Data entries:
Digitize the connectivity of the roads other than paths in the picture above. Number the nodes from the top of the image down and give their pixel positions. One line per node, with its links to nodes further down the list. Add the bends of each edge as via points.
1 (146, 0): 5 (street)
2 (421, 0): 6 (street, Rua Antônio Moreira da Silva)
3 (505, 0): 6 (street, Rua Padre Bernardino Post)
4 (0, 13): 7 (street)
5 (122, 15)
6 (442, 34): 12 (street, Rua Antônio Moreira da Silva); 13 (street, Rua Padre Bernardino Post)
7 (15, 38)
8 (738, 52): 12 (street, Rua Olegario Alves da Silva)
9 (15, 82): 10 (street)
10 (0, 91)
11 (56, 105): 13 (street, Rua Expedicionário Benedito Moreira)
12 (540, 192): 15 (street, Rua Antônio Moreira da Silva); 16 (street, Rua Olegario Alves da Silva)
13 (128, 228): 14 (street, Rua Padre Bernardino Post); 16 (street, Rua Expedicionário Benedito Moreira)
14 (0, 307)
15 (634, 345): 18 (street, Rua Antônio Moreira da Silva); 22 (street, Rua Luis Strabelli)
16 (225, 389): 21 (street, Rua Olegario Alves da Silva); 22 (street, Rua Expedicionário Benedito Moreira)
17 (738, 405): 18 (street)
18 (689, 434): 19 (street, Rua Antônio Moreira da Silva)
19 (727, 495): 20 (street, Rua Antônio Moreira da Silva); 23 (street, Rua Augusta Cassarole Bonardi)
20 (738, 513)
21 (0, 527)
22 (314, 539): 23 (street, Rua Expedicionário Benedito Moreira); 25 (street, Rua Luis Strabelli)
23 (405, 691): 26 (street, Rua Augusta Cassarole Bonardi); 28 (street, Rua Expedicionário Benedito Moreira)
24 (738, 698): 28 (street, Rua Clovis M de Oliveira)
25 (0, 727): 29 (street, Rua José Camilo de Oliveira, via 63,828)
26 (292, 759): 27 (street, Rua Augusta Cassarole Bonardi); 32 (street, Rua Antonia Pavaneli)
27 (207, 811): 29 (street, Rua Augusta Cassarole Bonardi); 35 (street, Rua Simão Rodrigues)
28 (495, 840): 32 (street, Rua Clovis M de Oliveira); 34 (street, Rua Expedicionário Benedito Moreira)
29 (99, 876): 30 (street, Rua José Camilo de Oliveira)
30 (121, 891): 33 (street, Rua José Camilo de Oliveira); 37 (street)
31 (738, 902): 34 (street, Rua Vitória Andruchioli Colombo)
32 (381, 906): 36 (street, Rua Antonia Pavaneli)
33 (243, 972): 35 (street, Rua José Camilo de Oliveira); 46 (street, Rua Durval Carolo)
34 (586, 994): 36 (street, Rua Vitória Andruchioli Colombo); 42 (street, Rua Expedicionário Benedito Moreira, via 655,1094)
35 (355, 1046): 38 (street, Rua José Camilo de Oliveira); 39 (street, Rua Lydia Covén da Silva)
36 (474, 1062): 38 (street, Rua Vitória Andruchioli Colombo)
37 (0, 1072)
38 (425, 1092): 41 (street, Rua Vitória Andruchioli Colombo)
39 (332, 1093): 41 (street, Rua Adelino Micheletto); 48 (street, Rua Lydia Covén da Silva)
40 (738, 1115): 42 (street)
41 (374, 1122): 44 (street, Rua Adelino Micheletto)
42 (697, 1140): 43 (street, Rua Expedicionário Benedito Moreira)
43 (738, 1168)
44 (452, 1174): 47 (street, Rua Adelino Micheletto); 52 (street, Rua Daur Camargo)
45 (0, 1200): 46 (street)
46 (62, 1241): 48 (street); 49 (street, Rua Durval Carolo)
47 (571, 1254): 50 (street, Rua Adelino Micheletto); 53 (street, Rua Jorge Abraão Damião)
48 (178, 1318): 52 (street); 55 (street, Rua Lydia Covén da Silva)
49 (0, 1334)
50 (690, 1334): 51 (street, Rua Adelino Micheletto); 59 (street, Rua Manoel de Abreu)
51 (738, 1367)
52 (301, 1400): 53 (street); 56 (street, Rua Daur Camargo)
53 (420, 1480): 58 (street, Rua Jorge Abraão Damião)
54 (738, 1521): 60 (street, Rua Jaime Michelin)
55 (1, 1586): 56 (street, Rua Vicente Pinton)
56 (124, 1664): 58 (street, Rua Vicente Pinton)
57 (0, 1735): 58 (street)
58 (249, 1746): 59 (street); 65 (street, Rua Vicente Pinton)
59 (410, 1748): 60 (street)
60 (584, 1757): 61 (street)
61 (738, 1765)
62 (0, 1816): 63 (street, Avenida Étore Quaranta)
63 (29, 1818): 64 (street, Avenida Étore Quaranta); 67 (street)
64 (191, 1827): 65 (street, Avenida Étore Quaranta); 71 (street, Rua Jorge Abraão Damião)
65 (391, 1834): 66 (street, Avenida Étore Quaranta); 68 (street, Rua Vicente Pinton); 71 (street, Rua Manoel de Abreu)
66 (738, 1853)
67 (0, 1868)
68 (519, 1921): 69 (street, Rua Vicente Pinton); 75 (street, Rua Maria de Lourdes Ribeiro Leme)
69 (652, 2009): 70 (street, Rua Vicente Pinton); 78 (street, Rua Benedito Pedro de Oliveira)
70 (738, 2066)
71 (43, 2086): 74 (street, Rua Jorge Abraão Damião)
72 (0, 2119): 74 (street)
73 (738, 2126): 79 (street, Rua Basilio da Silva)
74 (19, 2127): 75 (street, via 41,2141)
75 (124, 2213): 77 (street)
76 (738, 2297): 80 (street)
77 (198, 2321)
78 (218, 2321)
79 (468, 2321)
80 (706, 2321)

What to do: The required result is an identical copy of the records above.

Response to this task:
Digitize the connectivity of the roads other than paths in the picture above. Number the nodes from the top of the image down and give their pixel positions. One line per node, with its links to nodes further down the list. Add the bends of each edge as via points.
1 (146, 0): 5 (street)
2 (421, 0): 6 (street, Rua Antônio Moreira da Silva)
3 (505, 0): 6 (street, Rua Padre Bernardino Post)
4 (0, 13): 7 (street)
5 (122, 15)
6 (442, 34): 12 (street, Rua Antônio Moreira da Silva); 13 (street, Rua Padre Bernardino Post)
7 (15, 38)
8 (738, 52): 12 (street, Rua Olegario Alves da Silva)
9 (15, 82): 10 (street)
10 (0, 91)
11 (56, 105): 13 (street, Rua Expedicionário Benedito Moreira)
12 (540, 192): 15 (street, Rua Antônio Moreira da Silva); 16 (street, Rua Olegario Alves da Silva)
13 (128, 228): 14 (street, Rua Padre Bernardino Post); 16 (street, Rua Expedicionário Benedito Moreira)
14 (0, 307)
15 (634, 345): 18 (street, Rua Antônio Moreira da Silva); 22 (street, Rua Luis Strabelli)
16 (225, 389): 21 (street, Rua Olegario Alves da Silva); 22 (street, Rua Expedicionário Benedito Moreira)
17 (738, 405): 18 (street)
18 (689, 434): 19 (street, Rua Antônio Moreira da Silva)
19 (727, 495): 20 (street, Rua Antônio Moreira da Silva); 23 (street, Rua Augusta Cassarole Bonardi)
20 (738, 513)
21 (0, 527)
22 (314, 539): 23 (street, Rua Expedicionário Benedito Moreira); 25 (street, Rua Luis Strabelli)
23 (405, 691): 26 (street, Rua Augusta Cassarole Bonardi); 28 (street, Rua Expedicionário Benedito Moreira)
24 (738, 698): 28 (street, Rua Clovis M de Oliveira)
25 (0, 727): 29 (street, Rua José Camilo de Oliveira, via 63,828)
26 (292, 759): 27 (street, Rua Augusta Cassarole Bonardi); 32 (street, Rua Antonia Pavaneli)
27 (207, 811): 29 (street, Rua Augusta Cassarole Bonardi); 35 (street, Rua Simão Rodrigues)
28 (495, 840): 32 (street, Rua Clovis M de Oliveira); 34 (street, Rua Expedicionário Benedito Moreira)
29 (99, 876): 30 (street, Rua José Camilo de Oliveira)
30 (121, 891): 33 (street, Rua José Camilo de Oliveira); 37 (street)
31 (738, 902): 34 (street, Rua Vitória Andruchioli Colombo)
32 (381, 906): 36 (street, Rua Antonia Pavaneli)
33 (243, 972): 35 (street, Rua José Camilo de Oliveira); 46 (street, Rua Durval Carolo)
34 (586, 994): 36 (street, Rua Vitória Andruchioli Colombo); 42 (street, Rua Expedicionário Benedito Moreira, via 655,1094)
35 (355, 1046): 38 (street, Rua José Camilo de Oliveira); 39 (street, Rua Lydia Covén da Silva)
36 (474, 1062): 38 (street, Rua Vitória Andruchioli Colombo)
37 (0, 1072)
38 (425, 1092): 41 (street, Rua Vitória Andruchioli Colombo)
39 (332, 1093): 41 (street, Rua Adelino Micheletto); 48 (street, Rua Lydia Covén da Silva)
40 (738, 1115): 42 (street)
41 (374, 1122): 44 (street, Rua Adelino Micheletto)
42 (697, 1140): 43 (street, Rua Expedicionário Benedito Moreira)
43 (738, 1168)
44 (452, 1174): 47 (street, Rua Adelino Micheletto); 52 (street, Rua Daur Camargo)
45 (0, 1200): 46 (street)
46 (62, 1241): 48 (street); 49 (street, Rua Durval Carolo)
47 (571, 1254): 50 (street, Rua Adelino Micheletto); 53 (street, Rua Jorge Abraão Damião)
48 (178, 1318): 52 (street); 55 (street, Rua Lydia Covén da Silva)
49 (0, 1334)
50 (690, 1334): 51 (street, Rua Adelino Micheletto); 59 (street, Rua Manoel de Abreu)
51 (738, 1367)
52 (301, 1400): 53 (street); 56 (street, Rua Daur Camargo)
53 (420, 1480): 58 (street, Rua Jorge Abraão Damião)
54 (738, 1521): 60 (street, Rua Jaime Michelin)
55 (1, 1586): 56 (street, Rua Vicente Pinton)
56 (124, 1664): 58 (street, Rua Vicente Pinton)
57 (0, 1735): 58 (street)
58 (249, 1746): 59 (street); 65 (street, Rua Vicente Pinton)
59 (410, 1748): 60 (street)
60 (584, 1757): 61 (street)
61 (738, 1765)
62 (0, 1816): 63 (street, Avenida Étore Quaranta)
63 (29, 1818): 64 (street, Avenida Étore Quaranta); 67 (street)
64 (191, 1827): 65 (street, Avenida Étore Quaranta); 71 (street, Rua Jorge Abraão Damião)
65 (391, 1834): 66 (street, Avenida Étore Quaranta); 68 (street, Rua Vicente Pinton); 71 (street, Rua Manoel de Abreu)
66 (738, 1853)
67 (0, 1868)
68 (519, 1921): 69 (street, Rua Vicente Pinton); 75 (street, Rua Maria de Lourdes Ribeiro Leme)
69 (652, 2009): 70 (street, Rua Vicente Pinton); 78 (street, Rua Benedito Pedro de Oliveira)
70 (738, 2066)
71 (43, 2086): 74 (street, Rua Jorge Abraão Damião)
72 (0, 2119): 74 (street)
73 (738, 2126): 79 (street, Rua Basilio da Silva)
74 (19, 2127): 75 (street, via 41,2141)
75 (124, 2213): 77 (street)
76 (738, 2297): 80 (street)
77 (198, 2321)
78 (218, 2321)
79 (468, 2321)
80 (706, 2321)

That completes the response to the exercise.